Of the lines below, copy those that hold the word "chip".

Extracted material Start Marker

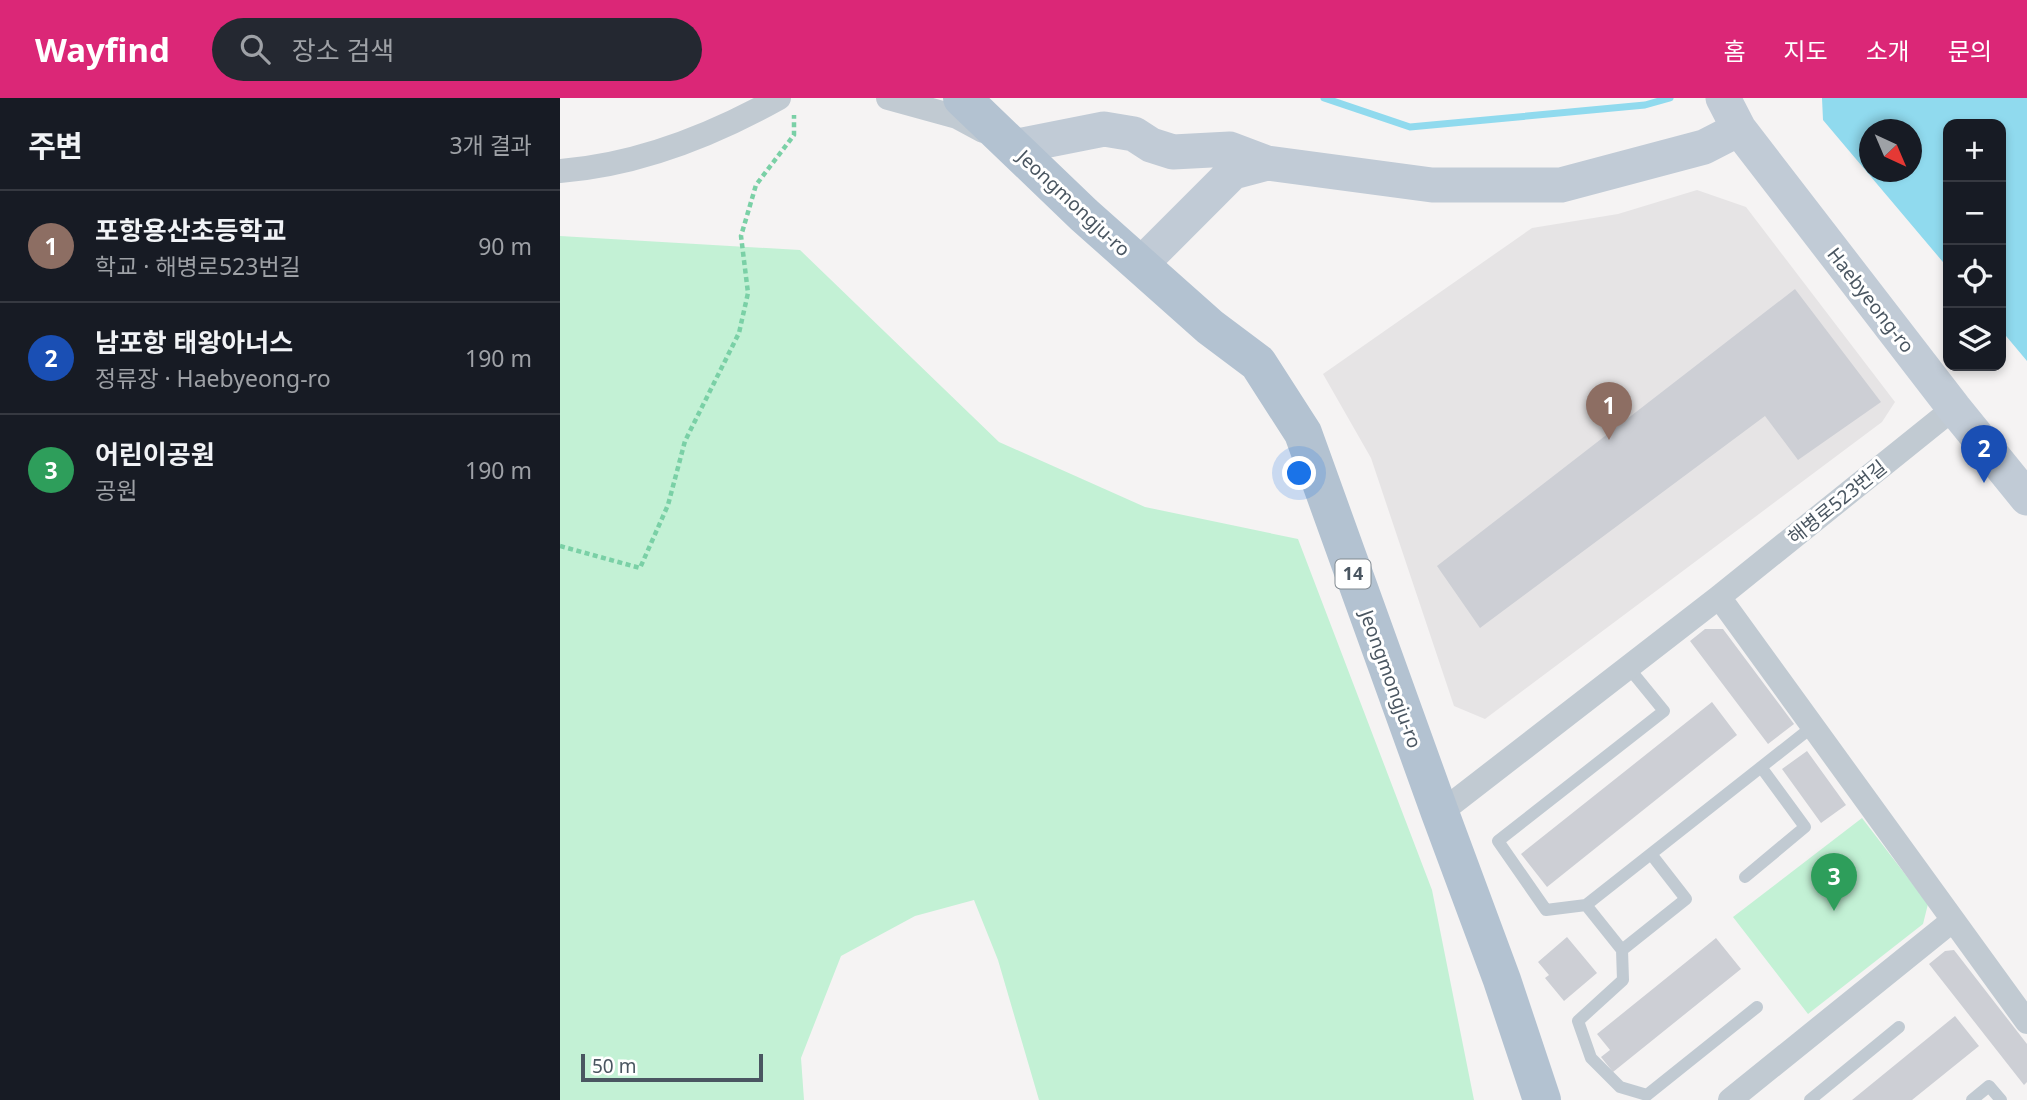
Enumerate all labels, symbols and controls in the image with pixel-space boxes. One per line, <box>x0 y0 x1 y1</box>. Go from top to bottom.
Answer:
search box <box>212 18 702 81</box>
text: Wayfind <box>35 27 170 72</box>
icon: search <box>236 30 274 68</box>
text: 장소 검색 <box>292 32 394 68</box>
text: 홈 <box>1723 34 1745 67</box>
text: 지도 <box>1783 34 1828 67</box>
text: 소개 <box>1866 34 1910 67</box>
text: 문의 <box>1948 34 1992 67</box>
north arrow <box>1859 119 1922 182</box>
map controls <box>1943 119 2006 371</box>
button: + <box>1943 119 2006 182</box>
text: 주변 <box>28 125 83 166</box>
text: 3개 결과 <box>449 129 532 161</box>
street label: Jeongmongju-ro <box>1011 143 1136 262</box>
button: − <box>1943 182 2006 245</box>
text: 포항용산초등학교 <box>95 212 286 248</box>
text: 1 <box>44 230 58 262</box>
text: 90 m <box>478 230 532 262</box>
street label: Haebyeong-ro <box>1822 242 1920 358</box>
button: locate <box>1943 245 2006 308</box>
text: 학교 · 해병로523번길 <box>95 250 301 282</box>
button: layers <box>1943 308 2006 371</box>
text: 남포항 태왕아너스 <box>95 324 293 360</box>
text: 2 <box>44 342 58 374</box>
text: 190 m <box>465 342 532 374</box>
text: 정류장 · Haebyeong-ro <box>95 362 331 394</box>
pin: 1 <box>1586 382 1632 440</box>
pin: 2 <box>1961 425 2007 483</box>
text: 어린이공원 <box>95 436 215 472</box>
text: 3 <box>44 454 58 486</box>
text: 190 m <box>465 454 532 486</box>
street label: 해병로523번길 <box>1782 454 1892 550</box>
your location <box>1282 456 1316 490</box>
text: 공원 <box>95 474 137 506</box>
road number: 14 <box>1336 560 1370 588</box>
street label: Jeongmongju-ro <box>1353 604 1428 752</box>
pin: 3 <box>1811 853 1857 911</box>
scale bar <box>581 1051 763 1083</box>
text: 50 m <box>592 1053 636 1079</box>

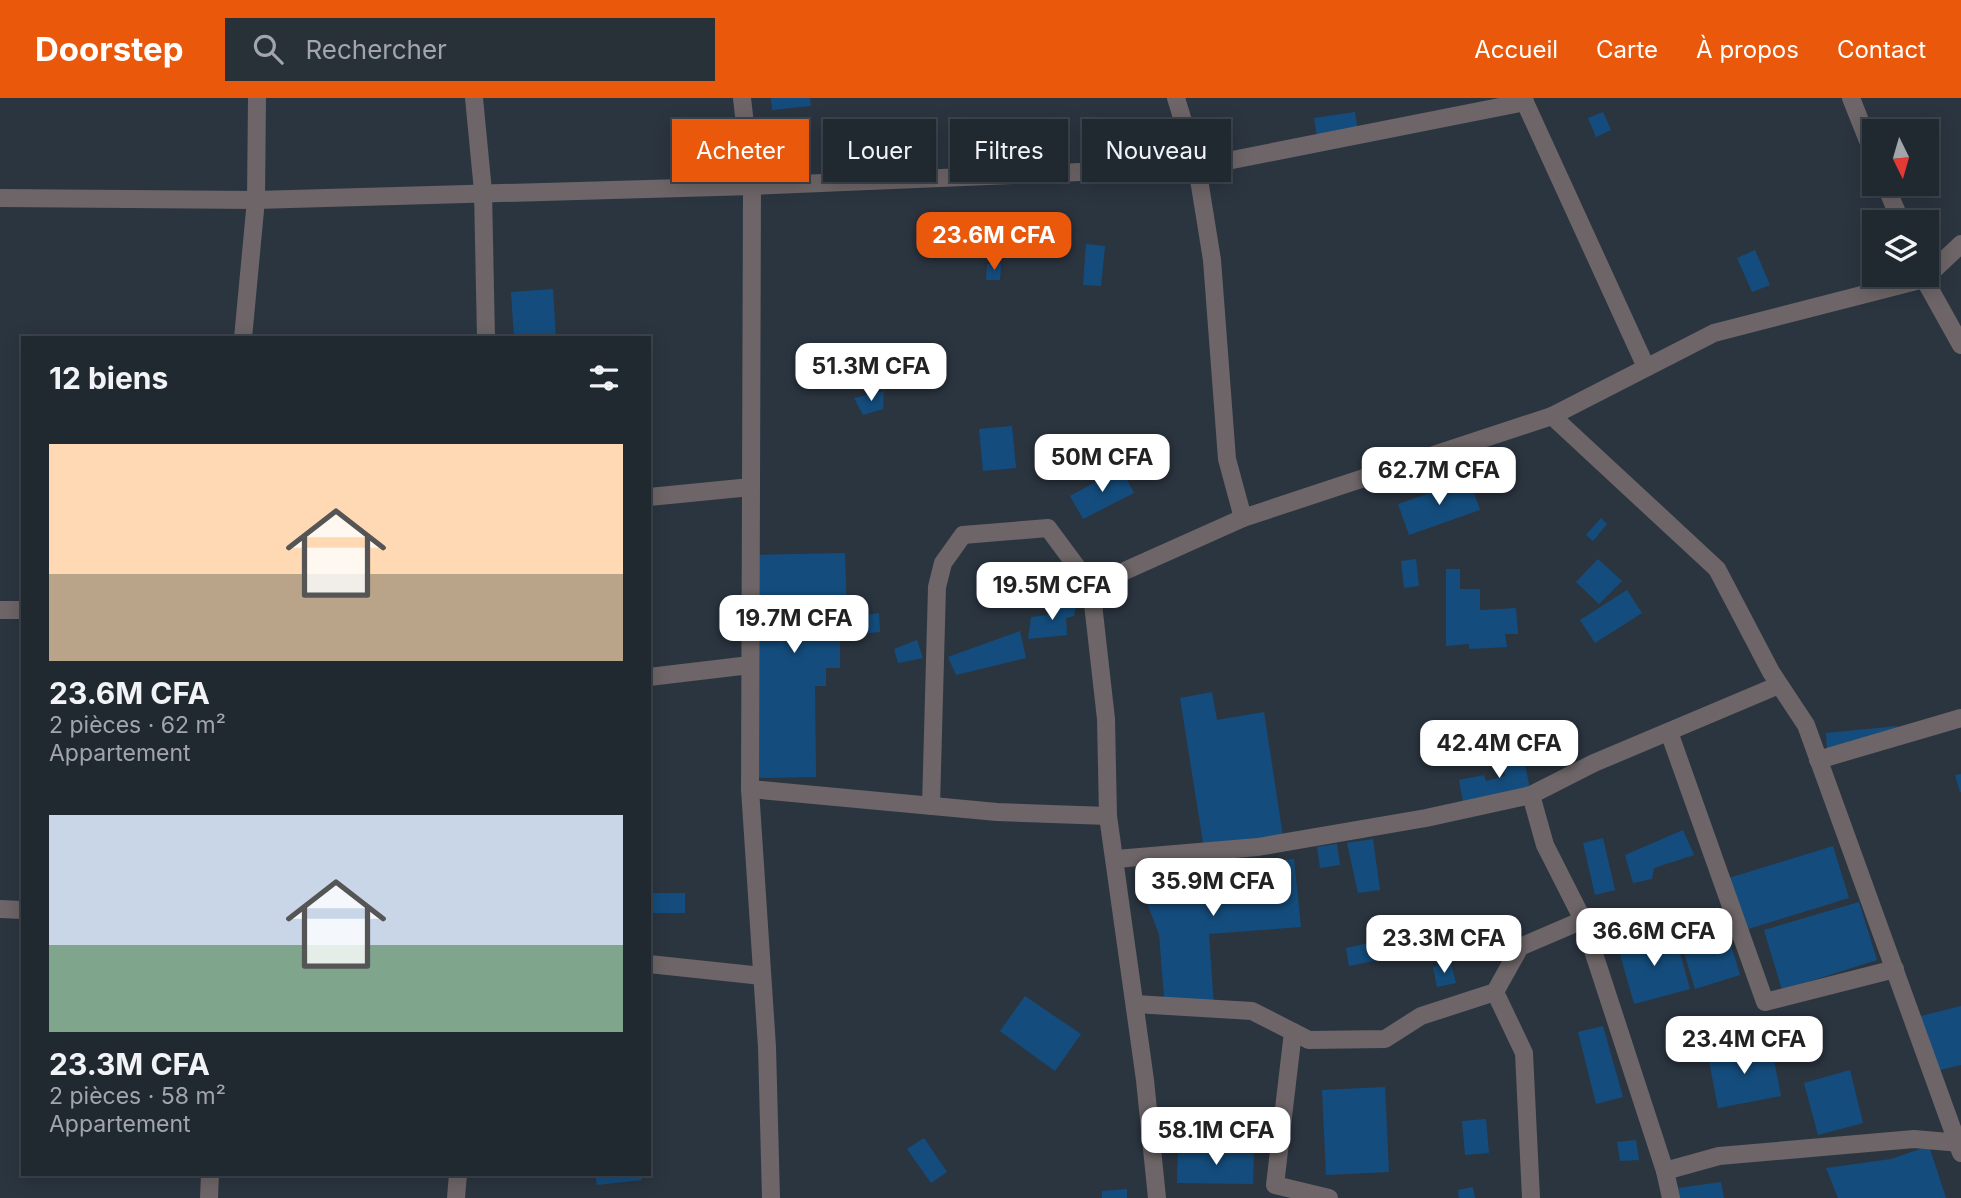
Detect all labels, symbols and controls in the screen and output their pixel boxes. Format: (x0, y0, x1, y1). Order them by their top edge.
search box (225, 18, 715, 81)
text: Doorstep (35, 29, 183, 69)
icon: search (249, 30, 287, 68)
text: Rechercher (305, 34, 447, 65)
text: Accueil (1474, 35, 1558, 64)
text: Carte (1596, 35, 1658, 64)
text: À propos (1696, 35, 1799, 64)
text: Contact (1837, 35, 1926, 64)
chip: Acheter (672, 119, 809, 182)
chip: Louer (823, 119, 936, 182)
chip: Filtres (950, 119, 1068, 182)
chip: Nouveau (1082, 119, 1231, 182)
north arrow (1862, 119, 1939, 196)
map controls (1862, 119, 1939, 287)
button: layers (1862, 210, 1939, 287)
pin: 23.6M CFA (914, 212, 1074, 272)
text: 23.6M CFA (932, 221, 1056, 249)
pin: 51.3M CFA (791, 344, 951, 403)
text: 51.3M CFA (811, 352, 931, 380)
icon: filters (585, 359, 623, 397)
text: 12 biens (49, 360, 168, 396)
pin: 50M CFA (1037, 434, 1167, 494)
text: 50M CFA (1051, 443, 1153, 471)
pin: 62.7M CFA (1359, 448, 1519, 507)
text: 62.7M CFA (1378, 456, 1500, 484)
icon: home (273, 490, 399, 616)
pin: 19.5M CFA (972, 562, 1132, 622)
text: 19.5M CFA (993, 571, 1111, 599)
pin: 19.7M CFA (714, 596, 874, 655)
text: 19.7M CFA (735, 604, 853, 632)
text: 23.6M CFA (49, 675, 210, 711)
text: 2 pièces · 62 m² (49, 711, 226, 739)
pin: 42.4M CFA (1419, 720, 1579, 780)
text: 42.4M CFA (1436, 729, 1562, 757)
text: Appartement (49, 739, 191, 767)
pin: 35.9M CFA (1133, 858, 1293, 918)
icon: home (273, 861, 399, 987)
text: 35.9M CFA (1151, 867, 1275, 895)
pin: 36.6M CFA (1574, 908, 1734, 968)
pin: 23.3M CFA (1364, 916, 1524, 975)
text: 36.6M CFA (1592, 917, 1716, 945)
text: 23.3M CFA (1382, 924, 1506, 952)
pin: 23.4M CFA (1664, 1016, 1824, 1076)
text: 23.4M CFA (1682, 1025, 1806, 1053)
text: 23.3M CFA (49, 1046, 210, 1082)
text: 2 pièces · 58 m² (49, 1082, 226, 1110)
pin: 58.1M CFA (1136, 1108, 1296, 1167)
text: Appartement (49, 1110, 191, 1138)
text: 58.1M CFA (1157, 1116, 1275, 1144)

Extracted material End Marker

Your solution -
chip: Acheter (672, 119, 809, 182)
chip: Louer (823, 119, 936, 182)
chip: Filtres (950, 119, 1068, 182)
chip: Nouveau (1082, 119, 1231, 182)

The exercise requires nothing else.